Summer at the abandoned Cheney Hammer Mill sets the mind a-wandering, I must admit. Much like winter does. Fall and spring too, for that matter. Everything about this place makes you think of moving on. That’s why it’s freaking abandoned! Even the HAMMERS couldn’t stand it here any more. (In fact, a lot of the bricks seem to be trying to make a break for it as well, dropping off into the river, crumbling their way into the next world.) I don’t want to make it sound like I speak for everyone in the Big Green entourage when I muse about drinking in the park – not a bit of it. We’ve all got our separate dreams and ambitions. That’s what keeps us feisty and restive. Though not Marvin (my personal robot assistant). He’s only feisty and restive when so programmed.

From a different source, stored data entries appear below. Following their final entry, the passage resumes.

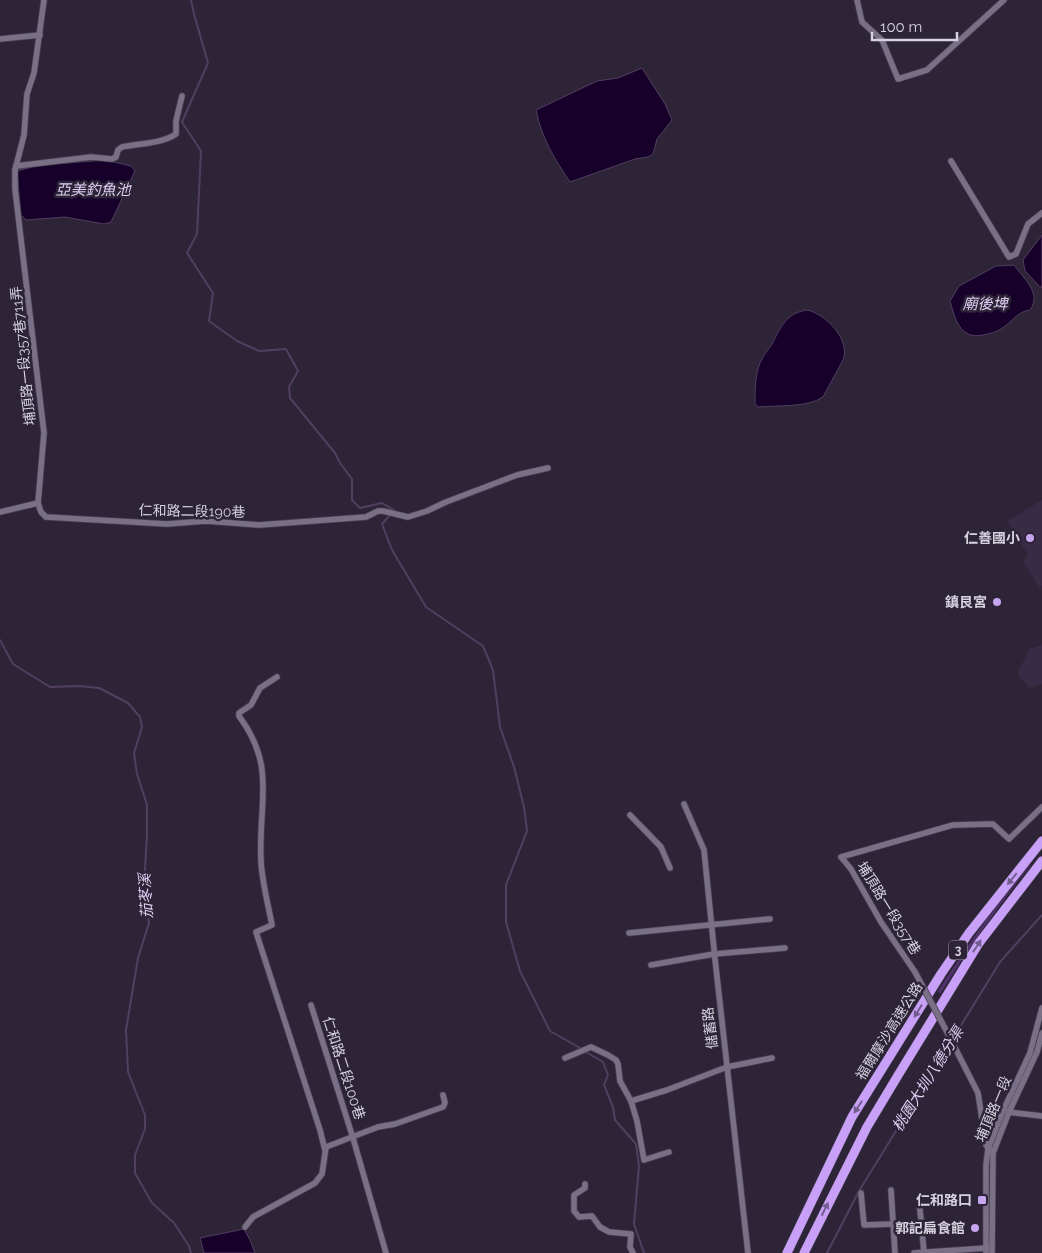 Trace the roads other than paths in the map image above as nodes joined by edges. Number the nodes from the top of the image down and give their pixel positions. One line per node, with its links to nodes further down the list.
1 (44, 0): 4 (street, 埔頂路一段357巷711弄)
2 (857, 0): 3 (street)
3 (1004, 0)
4 (40, 35): 5 (street); 8 (street, 埔頂路一段357巷711弄)
5 (0, 39)
6 (182, 96): 8 (street)
7 (950, 161): 9 (street)
8 (16, 166): 11 (street, 埔頂路一段357巷711弄)
9 (1042, 213)
10 (548, 468): 11 (street, 仁和路二段190巷)
11 (38, 503): 12 (street)
12 (0, 512)
13 (277, 678): 38 (street)
14 (684, 804): 22 (street, 儲蓄路)
15 (1042, 807): 39 (street, 埔頂路一段357巷, bridge)
16 (630, 815): 20 (street)
17 (1042, 841): 18 (highway, 福爾摩沙高速公路 / 3)
18 (1030, 856): 19 (highway); 53 (highway, 福爾摩沙高速公路 / 3, one-way to 53)
19 (1041, 862): 54 (highway, 3, one-way to 19)
20 (670, 868)
21 (770, 918): 22 (street)
22 (712, 925): 23 (street); 25 (street, 儲蓄路)
23 (629, 934)
24 (785, 948): 25 (street)
25 (714, 954): 26 (street); 32 (street, 儲蓄路)
26 (651, 965)
27 (311, 1005): 37 (street, 仁和路二段100巷)
28 (1042, 1008): 35 (street, 埔頂路一段)
29 (1042, 1033): 35 (street, 埔頂路一段)
30 (565, 1058): 34 (street)
31 (772, 1058): 32 (street)
32 (727, 1067): 34 (street); 52 (street, 儲蓄路)
33 (443, 1096): 37 (street, 仁和路二段100巷)
34 (631, 1101): 40 (street)
35 (1006, 1112): 36 (street); 39 (street, 埔頂路一段)
36 (1042, 1116)
37 (354, 1138): 38 (street, 仁和路二段100巷); 50 (street, 仁和路二段100巷)
38 (325, 1150): 47 (street)
39 (991, 1151): 48 (street, 埔頂路一段)
40 (668, 1152)
41 (585, 1184): 51 (street)
42 (891, 1190): 46 (street)
43 (861, 1193): 46 (street)
44 (919, 1200): 45 (street)
45 (922, 1223): 46 (street); 49 (street)
46 (893, 1224): 55 (street)
47 (245, 1226)
48 (989, 1250): 49 (street)
49 (924, 1252): 56 (street)
50 (386, 1253)
51 (633, 1253)
52 (748, 1253)
53 (788, 1253)
54 (804, 1253)
55 (895, 1253)
56 (914, 1253) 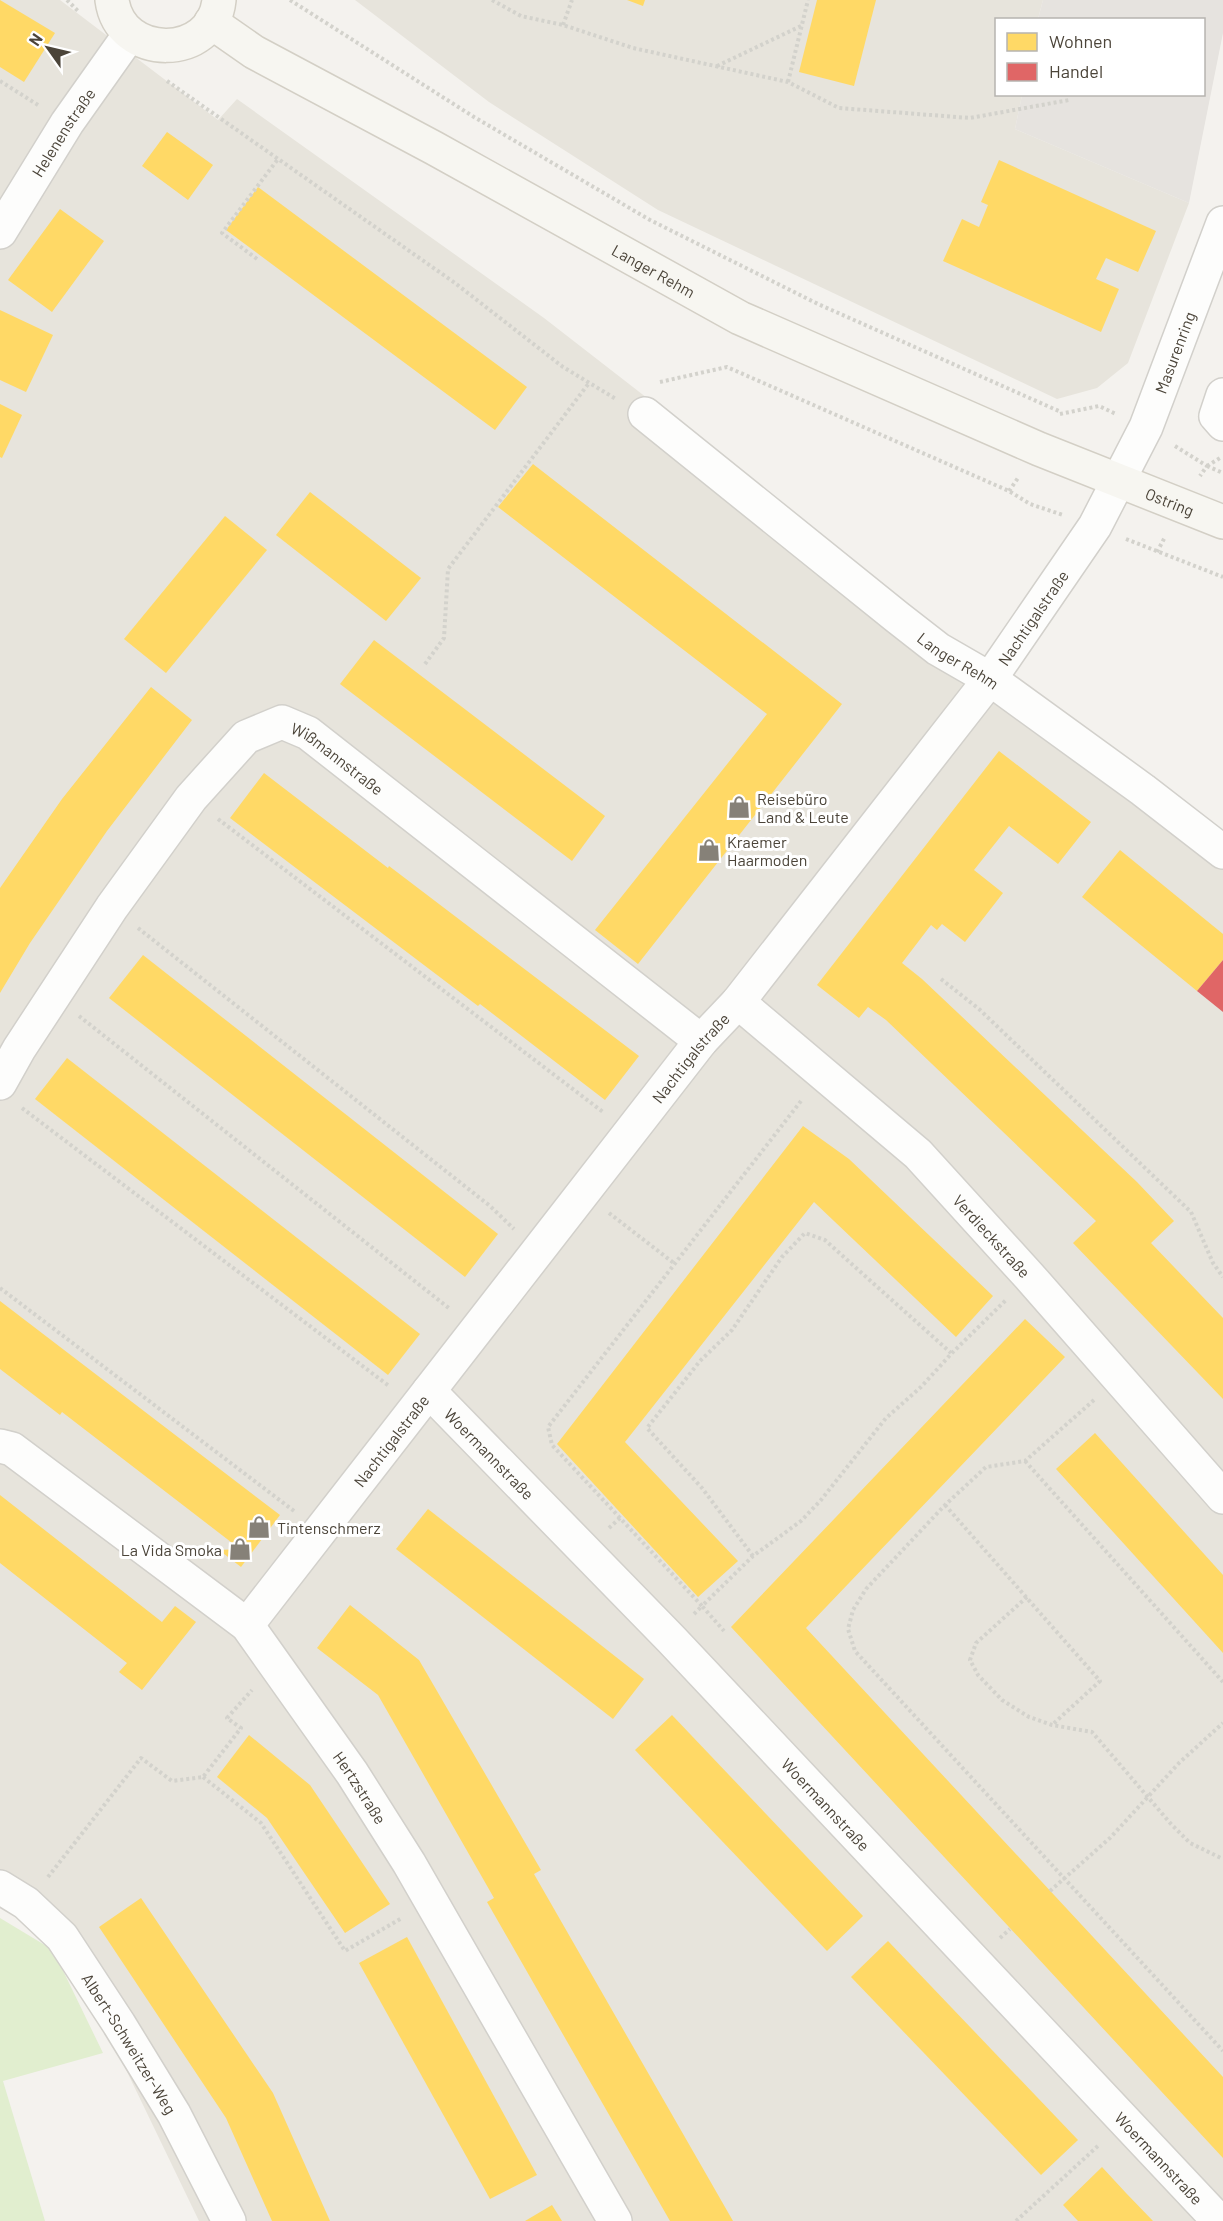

Fortunately for the wanderlust in all of us, there are offers on the table. Trouble is, the table is not in the mill… it’s someplace quite far from here. Madagascar, I believe. At least that’s what our sometimes agent (and one-time keyboard player), Tiny Montgomery, tells me. He has promised Matt, John and I a hugely remunerative tour and has written up all the paperwork in his six-room lean-to in northern Madagascar (near Mahajanga) but cannot fax it to us because he doesn’t have a fax machine and we don’t have a fax machine and…. Well, as you can see, it’s complicated.

Tiny may fax the thing anyway. Marvin (bless his heart) has offered to stick his finger in a wall socket and see if the fax will come out of his butt. If it comes through, come get me. I’ll be in the park.

Dude, where’s my mill?


This looks like it might be the place. Yes, this is most definitely the place. Kind of. Hey, Mitch…. are you SURE this is the place?

All right. We’ve been out on tour for a while, but not that bloody long. Certainly not long enough to forget where we came from. And yet here we are, trying to work out which abandoned mill belongs to us (and when I say “belong,” I mean that in the broadest sense imaginable… broad enough to encompass loose associations). Trouble is, so many mills have closed down around here even since our departure some weeks ago that it’s hard to sort it all out. Seems a lot of people are getting into the abandoned mill trade. It’s a buyers’ market, so to speak… or a squatters’ market, actually.

Yeah, so anyway… we limped back home, dropped into orbit, threw the anchor over the side, and shimmied down the rope to terra firma. Of course, our rent-a-wreck spaceship was not in stationary orbit, so the freaking anchor was dragging along the ground at about 40 miles an hour, bumping over great rocks and trees, smashing car windows, and so on. Marvin (my personal robot assistant) was called into action – we got him to clasp the anchor in his prehensile claws and wheel it along the ground as smoothly as possible while we, one by one, climbed down to safety. (if you can call life on Earth “safe”).

The ship was picked up by its owner – some obscure rental maven on a nearby alien moon. And as we tried to find our way home in the dark, they undertook to ship all of our gear, postage due, back to the mill. When we found the right joint, it had battered cardboard boxes stacked to the rafters in the front entrance. One more mountain to climb – so ends ENTER THE MIND: THE ULTIMATE BIG GREEN EXPERIENCE.

So… now that we’re home again, I wish to hell we weren’t. Work, work, work. To hell with it… maybe I’ll just blow it off and shoot a New Year’s video…. just for all of you out there.